Reputation: 33
I am trying to find the number of days between a list of dates in a Pandas Dataframe and the current date.
I want to create a new column with the number of days between the due dates and the current date. For example:
+---------------------+------------+
| Due Date | Difference |
+---------------------+------------+
| 2019-04-15 00:00:00 | 146 |
| 2019-02-11 00:00:00 | 83 |
| 2019-03-11 00:00:00 | 111 |
| 2019-01-04 00:00:00 | 45 |
| 2019-05-13 00:00:00 | 174 |
+---------------------+------------+
I was trying to do:
current = np.datetime64('today')
df['Difference'] = df['Due Date'] - current
But I was getting wrong numbers. It works fine if I do them individually like:
df['Due Date'][0] - current
Any help would be great. Thanks!
Upvotes: 2
Views: 7715
Reputation: 109
I would check the format of df["Due Date"]

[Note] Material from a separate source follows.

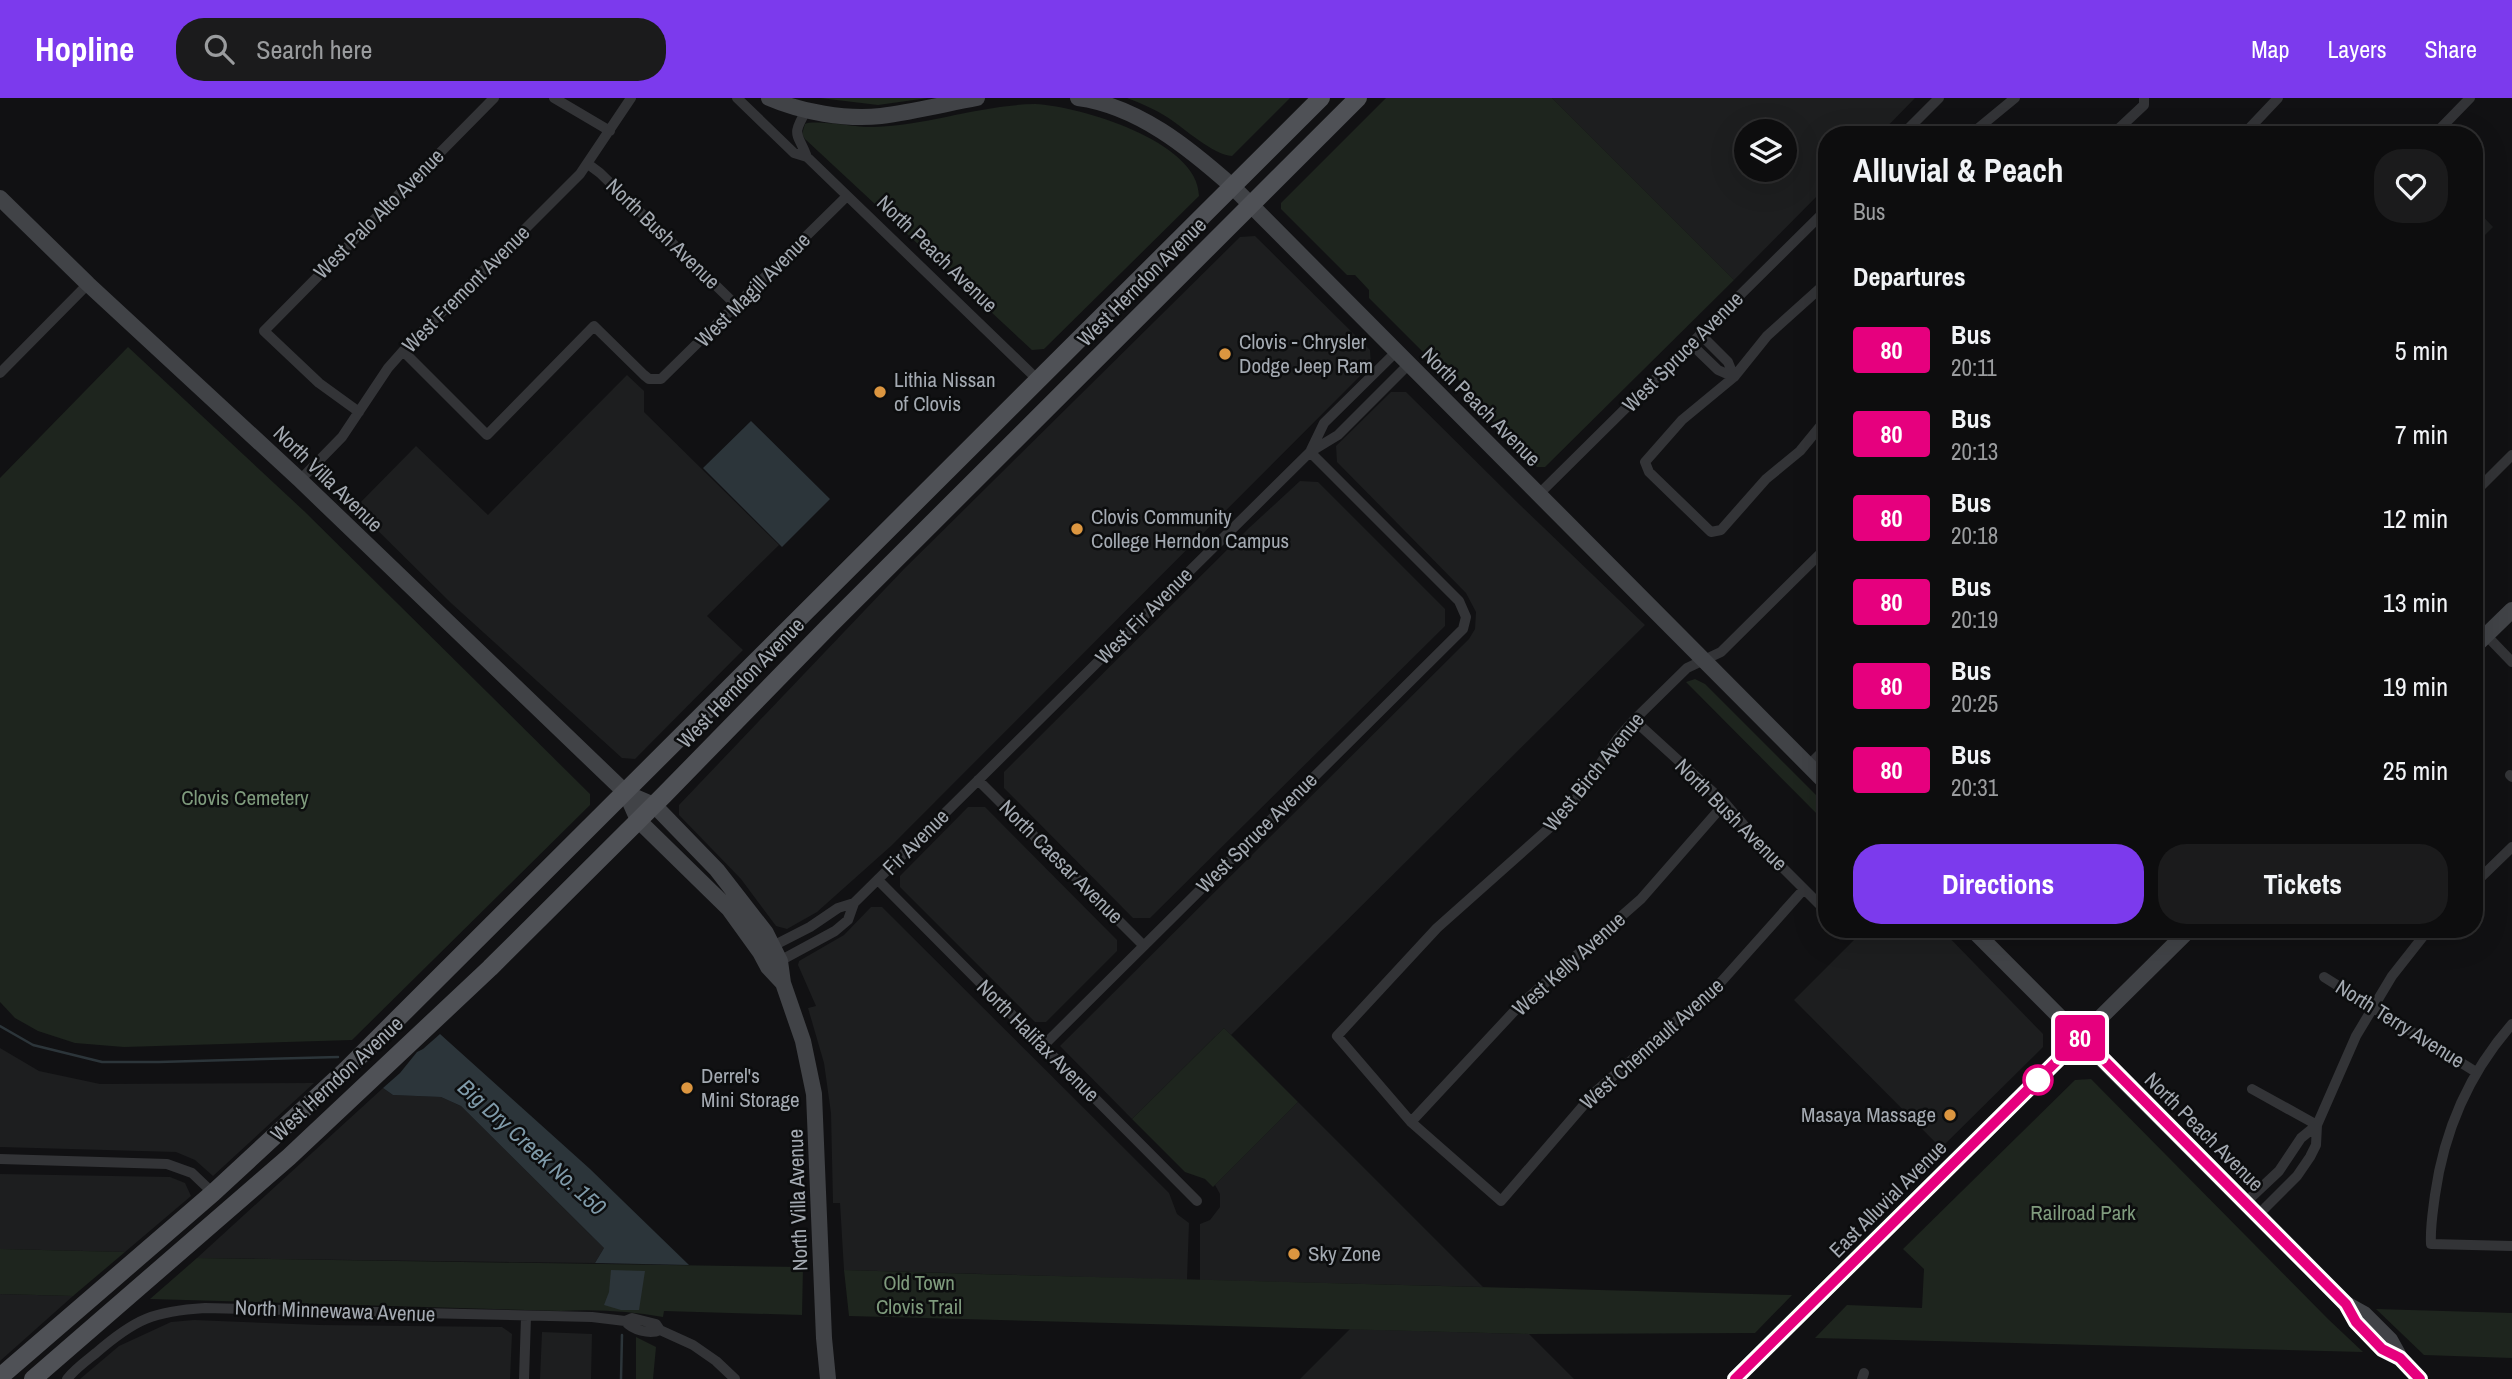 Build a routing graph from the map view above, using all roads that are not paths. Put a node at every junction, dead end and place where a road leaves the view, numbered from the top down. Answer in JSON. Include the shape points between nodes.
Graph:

. If it's not in the same date time format as todays date, then switch it. Broadcasting (the simple subtraction)should work if the formats match.
Otherwise, try using a lambda function to apply your changes:
df['Difference'] = df['Due Date'].apply(lambda x: x - current, axis=1)
Upvotes: 0
Reputation: 164803
But I was getting wrong numbers.
Works fine for me on Pandas 0.23 / NumPy 1.14.3, assuming Due Date
is a datetime
series:
print(df['Due Date'] - np.datetime64('today'))
0 146 days
1 83 days
2 111 days
3 45 days
4 174 days
Name: Due Date, dtype: timedelta64[ns]
More idiomatic would be to use Pandas-generated objects and dt.days
if you want integers:
print((df['Due Date'] - pd.Timestamp('today')).dt.days)
0 145
1 82
2 110
3 44
4 173
Name: Due Date, dtype: int64
Note, for example, the one-day differential caused by working with the NumPy version. The real answer is between the two, but rounding up is probably not what one expects.
Upvotes: 2
Reputation: 2231
I think you need to convert them to datetime to perform date-like operations.
df['Due Date'] = pd.to_datetime(df['Due Date'])
So the complete code would look like this:
df['Due Date'] = pd.to_datetime(df['Due Date'])
current = np.datetime64('today')
df['Difference'] = df['Due Date'] - current
EDIT: Also another possible issue: i think you would need to add the current date as a column (or a Panda Series) so a good fix will be:
current = np.datetime64('today')
df['current'] = np.datetime64('today')
df['Difference'] = df['Due Date'] - df['current']
Upvotes: 2